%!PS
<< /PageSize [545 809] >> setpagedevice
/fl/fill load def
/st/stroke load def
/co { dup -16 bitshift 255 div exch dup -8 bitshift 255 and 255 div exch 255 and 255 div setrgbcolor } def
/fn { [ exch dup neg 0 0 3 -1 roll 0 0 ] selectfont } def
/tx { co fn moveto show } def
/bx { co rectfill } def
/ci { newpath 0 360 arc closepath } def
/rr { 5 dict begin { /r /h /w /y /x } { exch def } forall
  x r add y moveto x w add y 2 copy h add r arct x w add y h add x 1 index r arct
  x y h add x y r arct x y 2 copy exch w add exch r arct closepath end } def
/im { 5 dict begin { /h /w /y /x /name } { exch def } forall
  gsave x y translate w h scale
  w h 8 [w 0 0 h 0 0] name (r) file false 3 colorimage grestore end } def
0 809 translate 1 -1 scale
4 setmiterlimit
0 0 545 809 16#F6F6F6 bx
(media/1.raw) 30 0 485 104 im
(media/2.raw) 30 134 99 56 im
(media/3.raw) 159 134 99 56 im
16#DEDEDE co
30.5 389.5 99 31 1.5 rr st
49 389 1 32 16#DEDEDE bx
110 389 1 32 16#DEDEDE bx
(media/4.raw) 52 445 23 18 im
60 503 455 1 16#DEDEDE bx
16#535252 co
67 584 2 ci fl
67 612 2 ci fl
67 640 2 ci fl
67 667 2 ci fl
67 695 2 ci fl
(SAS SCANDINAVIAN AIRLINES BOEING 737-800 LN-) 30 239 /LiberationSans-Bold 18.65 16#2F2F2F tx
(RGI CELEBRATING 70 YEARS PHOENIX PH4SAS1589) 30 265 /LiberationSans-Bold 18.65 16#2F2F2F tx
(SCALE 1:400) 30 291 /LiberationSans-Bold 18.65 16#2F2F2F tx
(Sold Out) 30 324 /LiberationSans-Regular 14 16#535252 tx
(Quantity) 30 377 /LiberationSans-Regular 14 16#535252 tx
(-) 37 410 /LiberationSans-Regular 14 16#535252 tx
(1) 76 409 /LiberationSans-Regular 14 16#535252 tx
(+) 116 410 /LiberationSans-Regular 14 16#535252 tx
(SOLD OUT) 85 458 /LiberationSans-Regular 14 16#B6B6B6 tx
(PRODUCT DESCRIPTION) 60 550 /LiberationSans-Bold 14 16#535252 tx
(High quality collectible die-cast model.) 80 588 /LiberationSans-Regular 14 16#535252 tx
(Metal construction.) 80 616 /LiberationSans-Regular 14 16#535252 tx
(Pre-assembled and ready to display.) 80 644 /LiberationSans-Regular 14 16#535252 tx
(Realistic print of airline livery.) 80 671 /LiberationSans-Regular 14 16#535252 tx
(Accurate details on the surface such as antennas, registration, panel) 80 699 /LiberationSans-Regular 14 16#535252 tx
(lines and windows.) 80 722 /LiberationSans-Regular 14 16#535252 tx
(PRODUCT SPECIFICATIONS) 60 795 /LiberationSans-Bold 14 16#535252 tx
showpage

====

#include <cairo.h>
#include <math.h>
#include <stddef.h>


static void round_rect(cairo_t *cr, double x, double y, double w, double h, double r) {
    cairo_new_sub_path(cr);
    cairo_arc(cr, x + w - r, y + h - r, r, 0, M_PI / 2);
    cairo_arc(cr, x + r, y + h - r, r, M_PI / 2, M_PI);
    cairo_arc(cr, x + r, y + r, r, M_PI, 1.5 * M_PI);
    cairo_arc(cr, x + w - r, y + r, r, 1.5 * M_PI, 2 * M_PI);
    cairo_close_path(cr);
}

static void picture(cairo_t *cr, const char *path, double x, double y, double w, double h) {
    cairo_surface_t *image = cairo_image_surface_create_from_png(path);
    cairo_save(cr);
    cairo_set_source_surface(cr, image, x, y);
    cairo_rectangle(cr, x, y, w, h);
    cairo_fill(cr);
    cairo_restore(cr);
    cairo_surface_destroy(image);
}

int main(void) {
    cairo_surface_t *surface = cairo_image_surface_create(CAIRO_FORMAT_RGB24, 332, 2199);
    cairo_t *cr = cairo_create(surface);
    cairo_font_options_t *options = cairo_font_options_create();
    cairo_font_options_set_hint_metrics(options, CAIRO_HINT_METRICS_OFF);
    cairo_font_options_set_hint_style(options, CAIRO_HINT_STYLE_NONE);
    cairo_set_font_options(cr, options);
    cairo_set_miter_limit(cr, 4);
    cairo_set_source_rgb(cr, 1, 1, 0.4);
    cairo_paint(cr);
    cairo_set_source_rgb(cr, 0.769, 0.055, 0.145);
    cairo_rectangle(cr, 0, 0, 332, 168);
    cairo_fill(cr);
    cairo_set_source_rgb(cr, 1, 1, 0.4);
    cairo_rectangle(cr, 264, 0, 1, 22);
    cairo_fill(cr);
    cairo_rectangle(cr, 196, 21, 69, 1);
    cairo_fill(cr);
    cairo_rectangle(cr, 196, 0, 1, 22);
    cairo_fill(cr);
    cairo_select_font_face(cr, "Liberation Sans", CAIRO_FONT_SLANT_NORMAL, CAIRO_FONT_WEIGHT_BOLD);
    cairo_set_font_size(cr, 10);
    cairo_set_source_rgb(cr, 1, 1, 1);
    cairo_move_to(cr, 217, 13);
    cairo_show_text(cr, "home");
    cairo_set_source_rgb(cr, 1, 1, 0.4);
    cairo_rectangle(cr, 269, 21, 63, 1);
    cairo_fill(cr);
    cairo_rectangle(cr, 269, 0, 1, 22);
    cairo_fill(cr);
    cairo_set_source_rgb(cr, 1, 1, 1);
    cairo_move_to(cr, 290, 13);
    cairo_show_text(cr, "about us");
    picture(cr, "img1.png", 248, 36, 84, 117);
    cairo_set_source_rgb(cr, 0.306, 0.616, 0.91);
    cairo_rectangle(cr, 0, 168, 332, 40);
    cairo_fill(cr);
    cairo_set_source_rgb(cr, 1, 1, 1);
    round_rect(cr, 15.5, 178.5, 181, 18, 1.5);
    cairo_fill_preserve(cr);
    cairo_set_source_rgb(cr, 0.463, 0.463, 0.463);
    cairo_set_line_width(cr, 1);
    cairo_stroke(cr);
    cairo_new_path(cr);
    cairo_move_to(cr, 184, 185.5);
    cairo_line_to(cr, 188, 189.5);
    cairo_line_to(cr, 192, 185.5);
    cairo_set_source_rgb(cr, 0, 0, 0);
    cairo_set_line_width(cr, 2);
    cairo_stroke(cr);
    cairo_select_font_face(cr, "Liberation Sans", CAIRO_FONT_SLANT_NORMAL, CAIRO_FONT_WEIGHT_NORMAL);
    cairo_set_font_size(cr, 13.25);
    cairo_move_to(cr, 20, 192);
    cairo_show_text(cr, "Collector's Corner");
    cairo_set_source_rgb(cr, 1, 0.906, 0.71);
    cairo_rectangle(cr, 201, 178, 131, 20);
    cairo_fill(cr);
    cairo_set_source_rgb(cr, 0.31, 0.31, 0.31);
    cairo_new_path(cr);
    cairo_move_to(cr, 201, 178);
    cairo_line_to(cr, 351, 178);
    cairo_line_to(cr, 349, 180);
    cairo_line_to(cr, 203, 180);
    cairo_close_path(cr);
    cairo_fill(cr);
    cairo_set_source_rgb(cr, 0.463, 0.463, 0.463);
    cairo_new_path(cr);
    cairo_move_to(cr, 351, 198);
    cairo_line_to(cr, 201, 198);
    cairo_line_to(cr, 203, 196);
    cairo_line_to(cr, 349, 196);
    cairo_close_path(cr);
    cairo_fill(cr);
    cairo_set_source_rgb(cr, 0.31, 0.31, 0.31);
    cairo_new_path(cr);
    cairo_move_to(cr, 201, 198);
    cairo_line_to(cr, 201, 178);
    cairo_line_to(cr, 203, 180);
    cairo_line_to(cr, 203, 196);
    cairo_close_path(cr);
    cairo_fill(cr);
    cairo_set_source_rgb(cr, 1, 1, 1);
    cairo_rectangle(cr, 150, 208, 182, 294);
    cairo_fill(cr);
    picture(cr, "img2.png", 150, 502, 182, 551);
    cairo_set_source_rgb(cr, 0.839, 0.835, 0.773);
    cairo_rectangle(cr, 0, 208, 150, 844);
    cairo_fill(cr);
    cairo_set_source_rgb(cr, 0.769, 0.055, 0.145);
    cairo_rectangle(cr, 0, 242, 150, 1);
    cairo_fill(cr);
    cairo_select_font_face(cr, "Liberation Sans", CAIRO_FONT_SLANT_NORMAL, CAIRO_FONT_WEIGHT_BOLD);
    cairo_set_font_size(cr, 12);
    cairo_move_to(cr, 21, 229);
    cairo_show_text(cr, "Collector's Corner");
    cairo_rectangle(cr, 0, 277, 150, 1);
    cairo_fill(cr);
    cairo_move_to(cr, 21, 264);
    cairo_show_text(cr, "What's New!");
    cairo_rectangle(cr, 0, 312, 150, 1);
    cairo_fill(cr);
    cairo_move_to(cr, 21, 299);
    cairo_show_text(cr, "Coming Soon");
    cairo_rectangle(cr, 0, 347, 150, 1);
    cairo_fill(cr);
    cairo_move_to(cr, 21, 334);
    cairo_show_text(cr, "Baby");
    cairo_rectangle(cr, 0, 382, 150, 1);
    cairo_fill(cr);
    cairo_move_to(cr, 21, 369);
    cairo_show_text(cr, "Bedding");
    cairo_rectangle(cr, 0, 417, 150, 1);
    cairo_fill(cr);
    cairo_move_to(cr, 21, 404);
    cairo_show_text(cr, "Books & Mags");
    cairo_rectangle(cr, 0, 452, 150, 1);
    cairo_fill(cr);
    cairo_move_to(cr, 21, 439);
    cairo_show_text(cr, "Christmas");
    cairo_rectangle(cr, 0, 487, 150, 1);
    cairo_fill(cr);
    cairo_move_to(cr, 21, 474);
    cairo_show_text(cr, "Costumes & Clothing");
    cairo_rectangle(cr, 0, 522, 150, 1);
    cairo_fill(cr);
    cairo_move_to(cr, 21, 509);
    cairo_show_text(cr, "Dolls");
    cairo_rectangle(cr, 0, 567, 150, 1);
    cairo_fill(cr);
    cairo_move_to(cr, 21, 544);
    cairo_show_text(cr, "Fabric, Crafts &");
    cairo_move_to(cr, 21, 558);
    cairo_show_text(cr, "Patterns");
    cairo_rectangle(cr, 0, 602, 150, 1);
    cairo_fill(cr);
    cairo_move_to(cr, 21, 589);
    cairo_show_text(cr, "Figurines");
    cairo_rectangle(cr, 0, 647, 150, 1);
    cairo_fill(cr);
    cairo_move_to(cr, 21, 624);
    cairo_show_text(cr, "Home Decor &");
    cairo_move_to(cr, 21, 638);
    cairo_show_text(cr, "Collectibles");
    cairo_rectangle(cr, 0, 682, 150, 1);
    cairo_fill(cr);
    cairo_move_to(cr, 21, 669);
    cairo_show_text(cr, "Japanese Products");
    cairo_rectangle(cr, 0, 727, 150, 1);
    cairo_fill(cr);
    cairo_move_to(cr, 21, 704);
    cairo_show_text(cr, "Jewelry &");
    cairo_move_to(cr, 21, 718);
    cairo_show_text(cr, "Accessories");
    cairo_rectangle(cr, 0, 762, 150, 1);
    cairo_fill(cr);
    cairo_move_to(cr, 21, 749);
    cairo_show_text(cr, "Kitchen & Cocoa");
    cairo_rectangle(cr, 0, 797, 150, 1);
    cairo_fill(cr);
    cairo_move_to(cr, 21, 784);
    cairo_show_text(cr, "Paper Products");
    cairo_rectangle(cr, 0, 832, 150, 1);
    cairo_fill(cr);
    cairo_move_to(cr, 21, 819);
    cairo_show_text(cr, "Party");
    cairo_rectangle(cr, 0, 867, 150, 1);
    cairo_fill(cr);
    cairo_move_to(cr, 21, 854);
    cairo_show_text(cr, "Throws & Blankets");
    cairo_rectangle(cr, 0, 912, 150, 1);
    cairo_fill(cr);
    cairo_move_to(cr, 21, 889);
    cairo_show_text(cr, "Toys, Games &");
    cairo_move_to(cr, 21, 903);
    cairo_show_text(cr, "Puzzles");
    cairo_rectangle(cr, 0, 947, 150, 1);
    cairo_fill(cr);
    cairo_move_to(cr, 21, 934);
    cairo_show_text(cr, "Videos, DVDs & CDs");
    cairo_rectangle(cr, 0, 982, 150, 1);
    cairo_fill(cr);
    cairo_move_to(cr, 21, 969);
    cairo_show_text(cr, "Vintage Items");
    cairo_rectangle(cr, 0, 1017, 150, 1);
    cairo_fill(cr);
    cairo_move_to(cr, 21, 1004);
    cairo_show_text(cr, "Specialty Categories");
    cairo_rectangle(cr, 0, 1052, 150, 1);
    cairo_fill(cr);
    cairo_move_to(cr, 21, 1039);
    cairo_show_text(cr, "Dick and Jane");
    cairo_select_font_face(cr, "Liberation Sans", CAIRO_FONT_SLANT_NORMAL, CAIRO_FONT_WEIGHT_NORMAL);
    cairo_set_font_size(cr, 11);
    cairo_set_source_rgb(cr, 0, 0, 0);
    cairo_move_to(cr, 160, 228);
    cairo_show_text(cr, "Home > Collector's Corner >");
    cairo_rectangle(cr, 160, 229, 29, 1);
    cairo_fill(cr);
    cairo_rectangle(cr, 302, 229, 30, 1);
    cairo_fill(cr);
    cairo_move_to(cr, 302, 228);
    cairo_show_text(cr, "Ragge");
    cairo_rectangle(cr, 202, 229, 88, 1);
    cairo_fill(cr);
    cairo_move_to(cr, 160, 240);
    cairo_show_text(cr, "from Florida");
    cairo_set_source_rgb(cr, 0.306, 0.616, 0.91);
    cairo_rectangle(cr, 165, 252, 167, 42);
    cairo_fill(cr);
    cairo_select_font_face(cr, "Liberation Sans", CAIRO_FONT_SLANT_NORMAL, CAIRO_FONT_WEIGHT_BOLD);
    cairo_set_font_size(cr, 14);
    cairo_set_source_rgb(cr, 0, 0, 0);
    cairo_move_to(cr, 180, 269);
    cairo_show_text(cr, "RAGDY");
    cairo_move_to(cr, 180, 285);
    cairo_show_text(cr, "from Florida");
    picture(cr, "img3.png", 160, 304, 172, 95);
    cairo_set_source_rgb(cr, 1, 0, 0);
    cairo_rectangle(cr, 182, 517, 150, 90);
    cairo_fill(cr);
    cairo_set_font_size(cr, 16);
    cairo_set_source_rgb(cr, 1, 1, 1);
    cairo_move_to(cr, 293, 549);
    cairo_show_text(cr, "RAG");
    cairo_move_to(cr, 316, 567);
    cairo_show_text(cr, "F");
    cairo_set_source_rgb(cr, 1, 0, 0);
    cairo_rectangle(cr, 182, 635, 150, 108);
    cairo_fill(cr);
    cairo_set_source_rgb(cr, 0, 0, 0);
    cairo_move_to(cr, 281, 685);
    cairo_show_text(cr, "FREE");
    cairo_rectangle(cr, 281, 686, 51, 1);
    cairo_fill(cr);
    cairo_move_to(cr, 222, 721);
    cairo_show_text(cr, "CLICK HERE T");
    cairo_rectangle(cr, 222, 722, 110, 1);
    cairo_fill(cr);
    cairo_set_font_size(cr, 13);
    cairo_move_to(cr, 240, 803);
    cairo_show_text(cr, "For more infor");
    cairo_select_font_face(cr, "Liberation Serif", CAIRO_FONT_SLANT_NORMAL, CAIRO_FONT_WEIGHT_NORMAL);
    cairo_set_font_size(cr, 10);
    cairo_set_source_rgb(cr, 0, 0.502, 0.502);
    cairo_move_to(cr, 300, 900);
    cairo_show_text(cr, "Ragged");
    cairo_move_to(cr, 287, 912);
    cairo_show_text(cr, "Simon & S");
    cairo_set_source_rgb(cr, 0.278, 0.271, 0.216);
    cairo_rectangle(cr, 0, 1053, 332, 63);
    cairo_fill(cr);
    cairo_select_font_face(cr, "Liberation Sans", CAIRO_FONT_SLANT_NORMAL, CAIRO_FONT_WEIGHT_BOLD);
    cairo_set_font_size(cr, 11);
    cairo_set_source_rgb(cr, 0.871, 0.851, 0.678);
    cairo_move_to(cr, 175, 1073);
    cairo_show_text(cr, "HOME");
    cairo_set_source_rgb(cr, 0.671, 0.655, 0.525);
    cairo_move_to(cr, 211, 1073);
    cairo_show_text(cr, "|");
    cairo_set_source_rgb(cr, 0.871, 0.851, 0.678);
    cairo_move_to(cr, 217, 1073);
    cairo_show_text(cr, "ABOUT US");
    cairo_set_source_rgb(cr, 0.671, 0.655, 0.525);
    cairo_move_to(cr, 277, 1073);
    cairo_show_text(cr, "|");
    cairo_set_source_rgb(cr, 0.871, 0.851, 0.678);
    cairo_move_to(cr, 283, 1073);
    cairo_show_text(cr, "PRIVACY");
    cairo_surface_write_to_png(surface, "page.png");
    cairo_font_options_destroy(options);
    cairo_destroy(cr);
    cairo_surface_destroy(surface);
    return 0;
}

====

#### WHAT YOU HAVE TO DO
Check every line of the data, and copy the ones that contain "dict".

#### OUTPUT
/rr { 5 dict begin { /r /h /w /y /x } { exch def } forall
/im { 5 dict begin { /h /w /y /x /name } { exch def } forall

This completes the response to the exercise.